The statute allows no appeal from the action of a probate judge refusing to grant a license to retail spirituous liquors, and hence, if this be regarded as a direct appeal from such order of refusal, as in form it appears to be, it must be dismissed.

The case is not covered by section 3640 of the Code (1886), which allows an appeal to this court from “any final decree of the court of probate, or from any final judgment, order or decree of the judge of probate.” An order refusing to grant a license, whether the act be the exercise of a ministerial or q?,tasi-judicial function, would no more be a final order or decree than a like refusal to approve the bond of an officer would be.
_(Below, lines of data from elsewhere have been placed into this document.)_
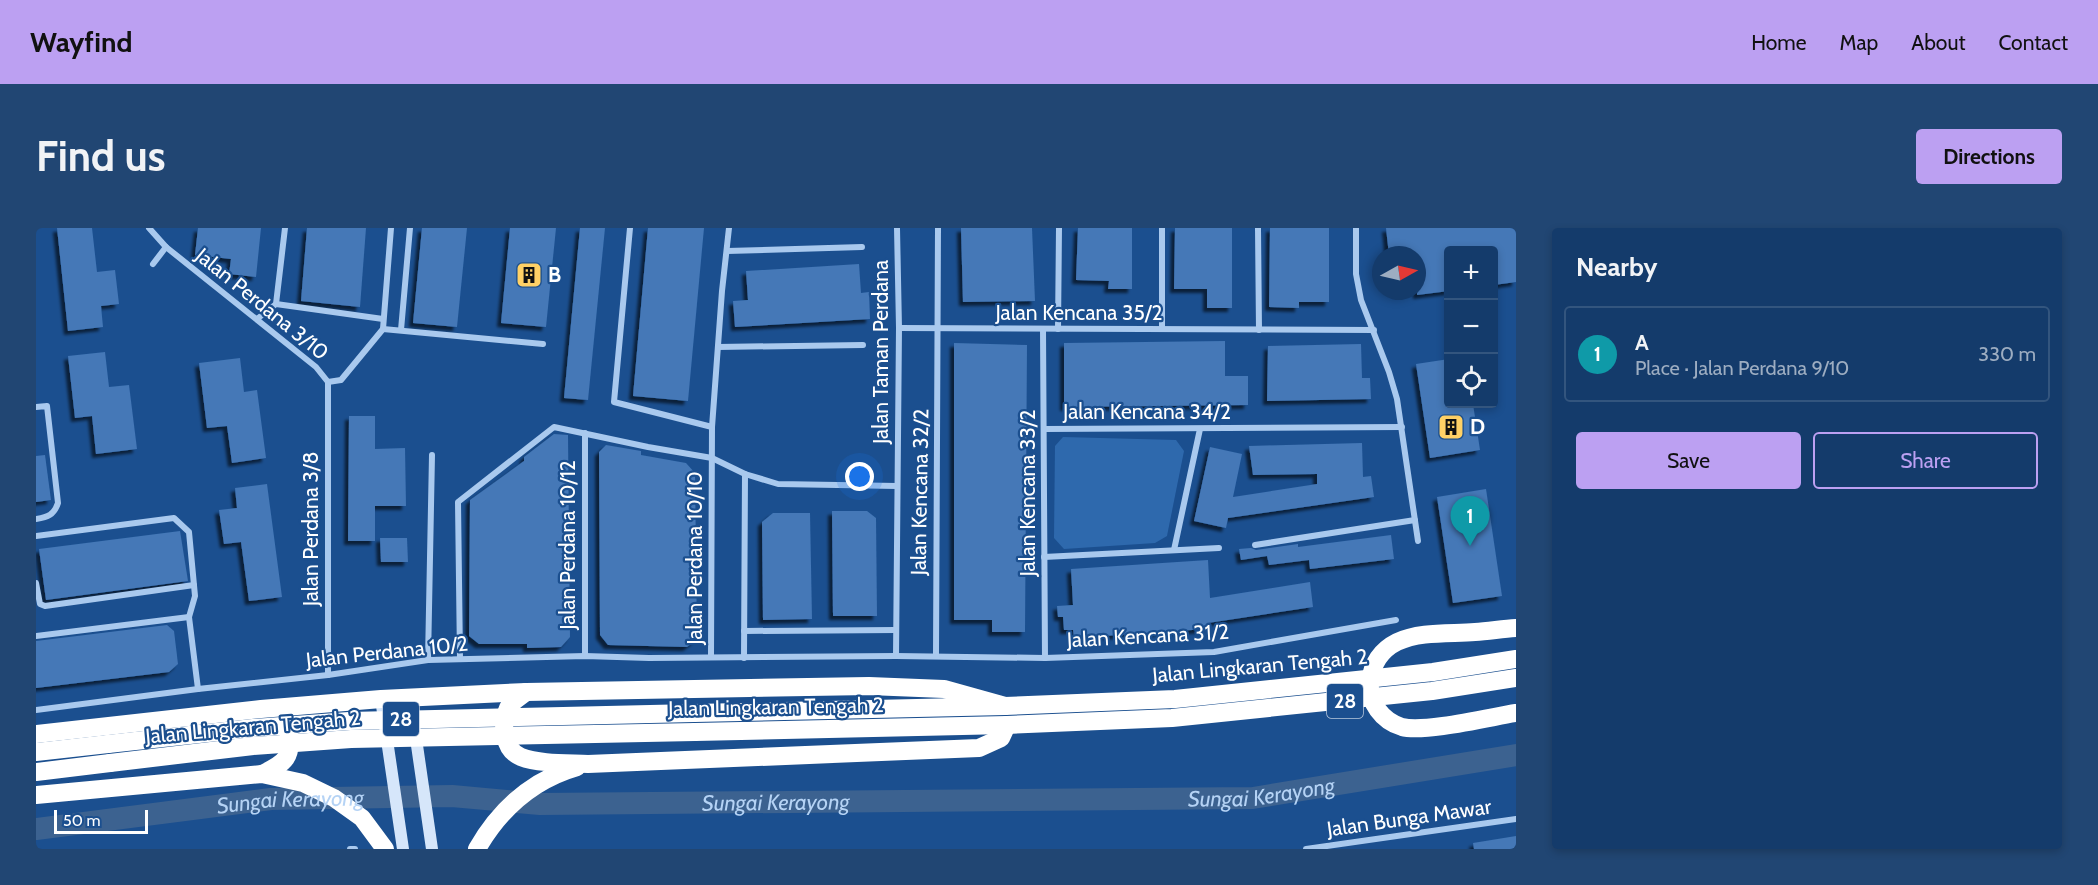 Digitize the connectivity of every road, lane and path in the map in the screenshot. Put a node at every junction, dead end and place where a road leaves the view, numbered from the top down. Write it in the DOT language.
graph roads {
  1 [pos="149,228"];
  2 [pos="285,228"];
  3 [pos="391,228"];
  4 [pos="410,228"];
  5 [pos="630,228"];
  6 [pos="729,228"];
  7 [pos="897,228"];
  8 [pos="938,228"];
  9 [pos="1059,228"];
  10 [pos="1162,228"];
  11 [pos="1258,228"];
  12 [pos="1356,228"];
  13 [pos="166,247"];
  14 [pos="862,247"];
  15 [pos="727,251"];
  16 [pos="153,264"];
  17 [pos="276,304"];
  18 [pos="257,319"];
  19 [pos="383,320"];
  20 [pos="383,328"];
  21 [pos="899,328"];
  22 [pos="938,328"];
  23 [pos="1043,329"];
  24 [pos="1058,329"];
  25 [pos="1162,329"];
  26 [pos="401,330"];
  27 [pos="1259,330"];
  28 [pos="1374,330"];
  29 [pos="543,344"];
  30 [pos="863,345"];
  31 [pos="718,347"];
  32 [pos="328,382"];
  33 [pos="36,407"];
  34 [pos="712,427"];
  35 [pos="1402,427"];
  36 [pos="1044,429"];
  37 [pos="1200,429"];
  38 [pos="585,434"];
  39 [pos="432,455"];
  40 [pos="712,458"];
  41 [pos="745,474"];
  42 [pos="897,486"];
  43 [pos="36,519"];
  44 [pos="1415,520"];
  45 [pos="37,536"];
  46 [pos="1418,541"];
  47 [pos="1255,545"];
  48 [pos="1219,548"];
  49 [pos="1174,550"];
  50 [pos="1044,557"];
  51 [pos="36,584"];
  52 [pos="194,585"];
  53 [pos="189,617"];
  54 [pos="1396,620"];
  55 [pos="1516,628"];
  56 [pos="896,630"];
  57 [pos="744,631"];
  58 [pos="36,636"];
  59 [pos="585,656"];
  60 [pos="896,656"];
  61 [pos="936,656"];
  62 [pos="711,657"];
  63 [pos="460,658"];
  64 [pos="744,658"];
  65 [pos="1045,658"];
  66 [pos="1516,659"];
  67 [pos="428,660"];
  68 [pos="328,675"];
  69 [pos="1516,678"];
  70 [pos="198,689"];
  71 [pos="526,692"];
  72 [pos="410,697"];
  73 [pos="381,699"];
  74 [pos="1005,706"];
  75 [pos="261,709"];
  76 [pos="36,711"];
  77 [pos="1516,713"];
  78 [pos="1007,725"];
  79 [pos="36,734"];
  80 [pos="36,752"];
  81 [pos="588,764"];
  82 [pos="36,772"];
  83 [pos="262,774"];
  84 [pos="36,795"];
  85 [pos="1516,819"];
  86 [pos="481,841"];
  87 [pos="1340,846"];
  88 [pos="385,849"];
  89 [pos="403,849"];
  90 [pos="432,849"];
  91 [pos="1306,849"];
  1 -- 13 [label="street, Jalan Perdana 3/10"];
  2 -- 17 [label="street"];
  3 -- 19 [label="street"];
  4 -- 26 [label="street"];
  5 -- 34 [label="street"];
  6 -- 15 [label="street"];
  7 -- 21 [label="street, Jalan Taman Perdana"];
  8 -- 22 [label="street, Jalan Kencana 32/2"];
  9 -- 24 [label="street"];
  10 -- 25 [label="street"];
  11 -- 27 [label="street"];
  12 -- 28 [label="street"];
  13 -- 16 [label="street"];
  13 -- 18 [label="street, Jalan Perdana 3/10"];
  14 -- 15 [label="street"];
  15 -- 31 [label="street"];
  17 -- 18 [label="street"];
  17 -- 19 [label="street"];
  18 -- 32 [label="street, Jalan Perdana 3/10"];
  19 -- 20 [label="street"];
  20 -- 26 [label="street"];
  20 -- 32 [label="street"];
  21 -- 22 [label="street, Jalan Kencana 35/2"];
  21 -- 42 [label="street, Jalan Taman Perdana"];
  22 -- 23 [label="street, Jalan Kencana 35/2"];
  22 -- 61 [label="street, Jalan Kencana 32/2"];
  23 -- 24 [label="street, Jalan Kencana 35/2"];
  23 -- 36 [label="street, Jalan Kencana 33/2"];
  24 -- 25 [label="street, Jalan Kencana 35/2"];
  25 -- 27 [label="street, Jalan Kencana 35/2"];
  26 -- 29 [label="street"];
  27 -- 28 [label="street, Jalan Kencana 35/2"];
  28 -- 35 [label="street"];
  30 -- 31 [label="street"];
  31 -- 34 [label="street"];
  32 -- 68 [label="street, Jalan Perdana 3/8"];
  33 -- 43 [label="street"];
  34 -- 40 [label="street"];
  35 -- 37 [label="street, Jalan Kencana 34/2"];
  35 -- 44 [label="street"];
  36 -- 37 [label="street, Jalan Kencana 34/2"];
  36 -- 50 [label="street, Jalan Kencana 33/2"];
  37 -- 49 [label="street"];
  38 -- 40 [label="street"];
  38 -- 59 [label="street, Jalan Perdana 10/12"];
  38 -- 63 [label="street"];
  39 -- 67 [label="street"];
  40 -- 41 [label="street"];
  40 -- 62 [label="street, Jalan Perdana 10/10"];
  41 -- 42 [label="street"];
  41 -- 57 [label="street"];
  42 -- 56 [label="street, Jalan Taman Perdana"];
  44 -- 46 [label="street"];
  44 -- 47 [label="street"];
  45 -- 52 [label="street"];
  48 -- 49 [label="street"];
  49 -- 50 [label="street"];
  50 -- 65 [label="street, Jalan Kencana 33/2"];
  51 -- 52 [label="street"];
  52 -- 53 [label="street"];
  53 -- 58 [label="street"];
  53 -- 70 [label="street"];
  54 -- 65 [label="street, Jalan Kencana 31/2"];
  55 -- 77 [label="highway, bridge"];
  56 -- 57 [label="street"];
  56 -- 60 [label="street, Jalan Taman Perdana"];
  57 -- 64 [label="street"];
  59 -- 62 [label="street, Jalan Perdana 10/2"];
  59 -- 63 [label="street, Jalan Perdana 10/2"];
  60 -- 61 [label="street, Jalan Perdana 10/2"];
  60 -- 64 [label="street, Jalan Perdana 10/2"];
  61 -- 65 [label="street, Jalan Kencana 31/2"];
  62 -- 64 [label="street, Jalan Perdana 10/2"];
  63 -- 67 [label="street, Jalan Perdana 10/2"];
  66 -- 74 [label="highway, Jalan Lingkaran Tengah 2 / 28"];
  67 -- 68 [label="street, Jalan Perdana 10/2"];
  68 -- 70 [label="street, Jalan Perdana 10/2"];
  69 -- 78 [label="highway, Jalan Lingkaran Tengah 2 / 28"];
  70 -- 76 [label="street, Jalan Perdana 10/2"];
  71 -- 72 [label="highway"];
  71 -- 74 [label="highway"];
  71 -- 81 [label="highway"];
  72 -- 73 [label="highway"];
  72 -- 90 [label="street"];
  73 -- 75 [label="highway"];
  73 -- 89 [label="street"];
  74 -- 80 [label="highway, Jalan Lingkaran Tengah 2 / 28, bridge"];
  75 -- 79 [label="highway"];
  75 -- 83 [label="highway"];
  78 -- 81 [label="highway"];
  78 -- 82 [label="highway, Jalan Lingkaran Tengah 2 / 28, bridge"];
  81 -- 86 [label="highway"];
  83 -- 84 [label="highway"];
  83 -- 88 [label="highway"];
  85 -- 87 [label="street, Jalan Bunga Mawar"];
  87 -- 91 [label="street, Jalan Bunga Mawar"];
}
It is no such adjudication of the right involved as would be a bar to a subsequent renewal of the same application,' by the same person, on the same state of facts; and this is the test of a final decree. It could be re-considered at any time, without regard to the act of previous refusal. This has, heretofore, been the universally accepted interpretation of this section of the Code, in the practice before this court.
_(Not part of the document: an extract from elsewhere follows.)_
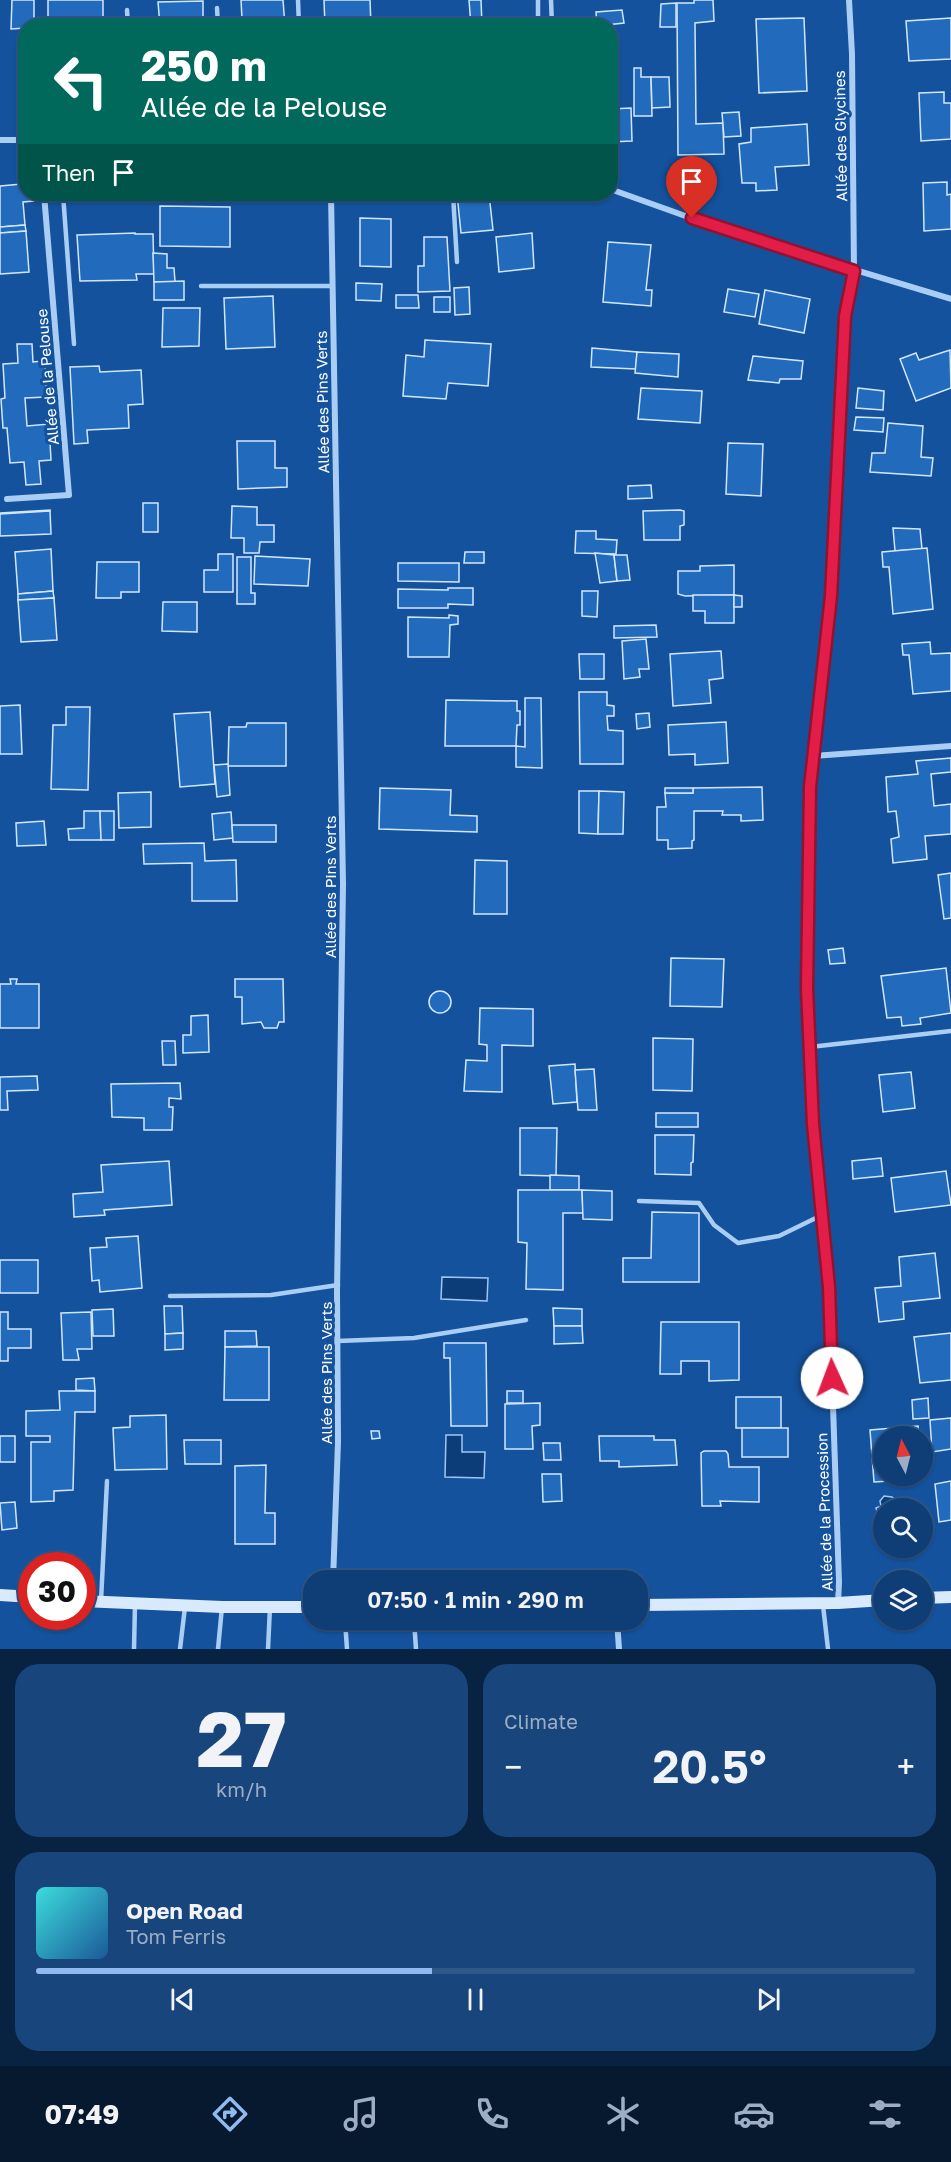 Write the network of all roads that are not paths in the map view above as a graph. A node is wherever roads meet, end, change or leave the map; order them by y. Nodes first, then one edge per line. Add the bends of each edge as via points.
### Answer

So the case is equally bad for want of jurisdiction, if we regard the proceeding as an application for a peremptory writ of mandamus, to issue directly from this court to the probate judge of Calhoun county, to compel him to issue such license, the issue of a rule nisi being expressly waived by the respondent. We have decided, that we will not grant a mandamus from this court to a probate judge in the first instance. The application must be first presented to the Circuit Court, or other court of commensurate jurisdiction, and be refused by that tribunal, before the supervisory action of this court can be invoked. The petitioner having failed to make any application whatever to that court for relief, we must decline to entertain his petition here. — Ex-parte Pearson, 76 Ala. 521; Pinney v. Williams, 69 Ala. 311.
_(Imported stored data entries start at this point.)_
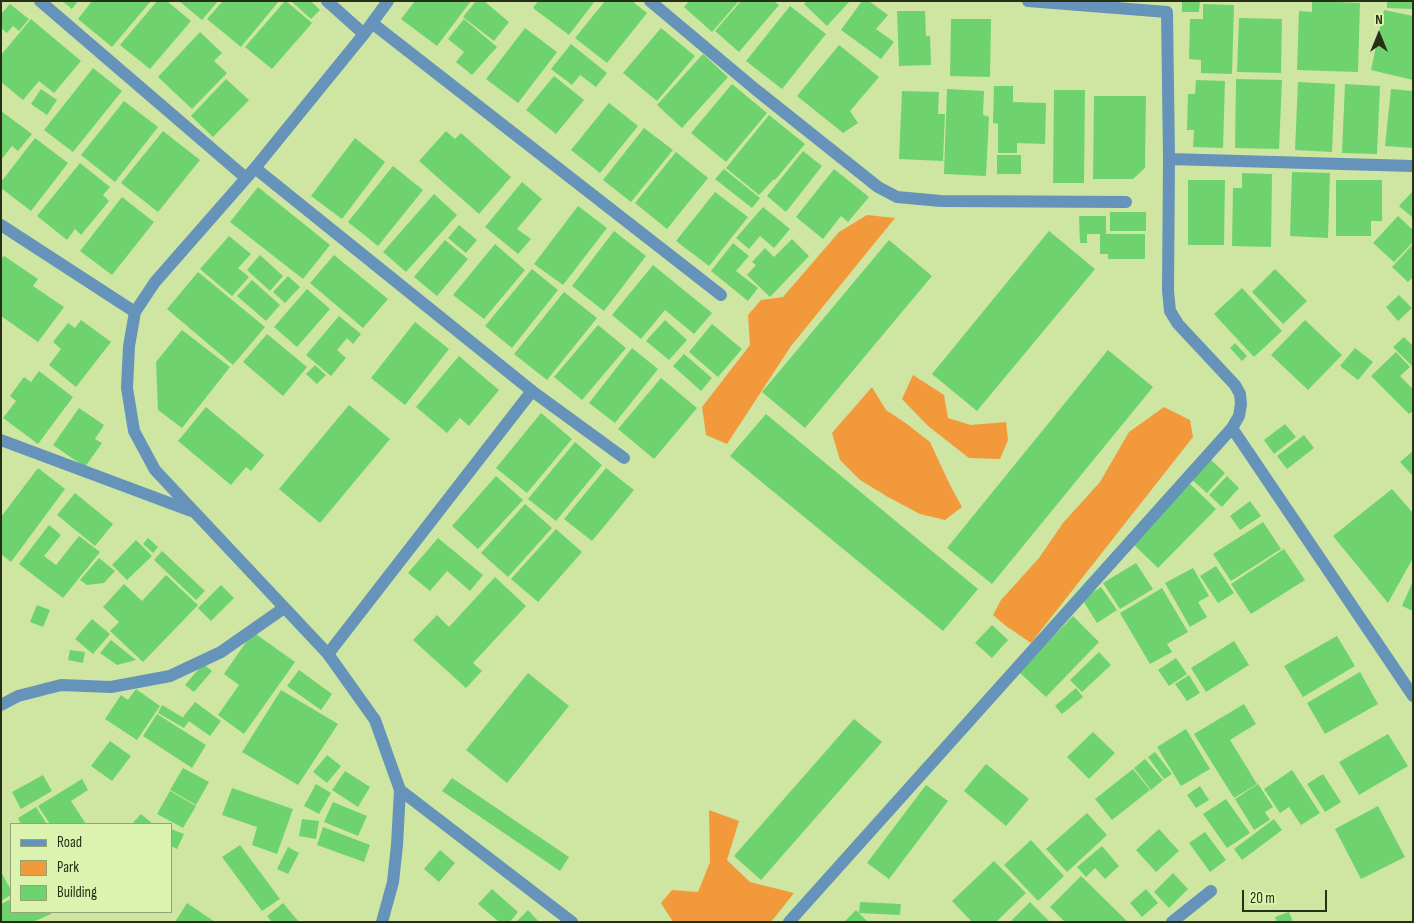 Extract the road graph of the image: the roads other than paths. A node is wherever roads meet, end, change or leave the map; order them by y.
1 (40, 1) edge
2 (327, 1) edge
3 (388, 1) edge
4 (650, 1) edge
5 (1028, 1) edge
6 (1167, 7) edge
7 (372, 23) junction
8 (364, 34) junction
9 (1169, 158) junction
10 (1413, 166) edge
11 (255, 168) junction
12 (246, 178) junction
13 (1126, 202) dead end
14 (1, 225) edge
15 (721, 295) dead end
16 (134, 312) junction
17 (532, 391) junction
18 (1232, 428) junction
19 (1, 440) edge
20 (624, 458) dead end
21 (195, 512) junction
22 (284, 608) junction
23 (328, 654) junction
24 (1413, 696) edge
25 (1, 705) edge
26 (400, 790) junction
27 (1212, 891) dead end
28 (382, 922) edge
29 (572, 922) edge
30 (789, 922) edge
31 (1172, 922) edge

1 - 12 street
2 - 8 street
3 - 7 street
4 - 13 street
5 - 6 street
6 - 9 street
7 - 8 street
7 - 15 street
8 - 11 street
9 - 10 street
9 - 18 street
11 - 12 street
11 - 17 street
12 - 16 street
14 - 16 street
16 - 21 street
17 - 20 street
17 - 23 street
18 - 24 street
18 - 30 street
19 - 21 street
21 - 22 street
22 - 23 street
22 - 25 street
23 - 26 street
26 - 28 street
26 - 29 street
27 - 31 street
There is another ground which would also justify the refusal of a peremptory writ, such as is sought by the petitioner. The record shows that the popular vote had been taken in Calhoun county, under the provisions of the act of December 8th, 1886 (Acts 1886-87, pp. 671-673), relating to the local prohibition of the liquor traffic in that county, and that a majority of the voters were in favor of such prohibitory measure. This act provides that, in such event, it shall be the duty of the probate judge to record the result in his office, and to “give notice for thirty days, by publication in all the newspapers published in the county, that a majority of the qualified voters, who voted at such election, voted for prohibition.” This notice is shown by the record to have been inserted in all the newspapers published in Calhoun county, on December 27th, 1889, and was in process of being perfected at the time the case was decided by the probate judge. At this time — January 30th, 1890— when this opinion is promulgated, it is fair to infer that the requisite notice has been completed. Under these circumstances, if we had jurisdiction of the case, we should decline to issue a peremptory mandamus, the effect of which, would be to pronounce on the constitutional validity of the law, in advance of a proper case being before us justifying such a decision. The only motion we would be disposed to entertain would be one for an alternátive writ, or rule nisi, to enable the applicant to test the regularity and legal validity of the proceedings seeking to put the law into operation. On this subject it would be improper for us to express any opinion, until a case involving the point comes regularly before us for our consideration.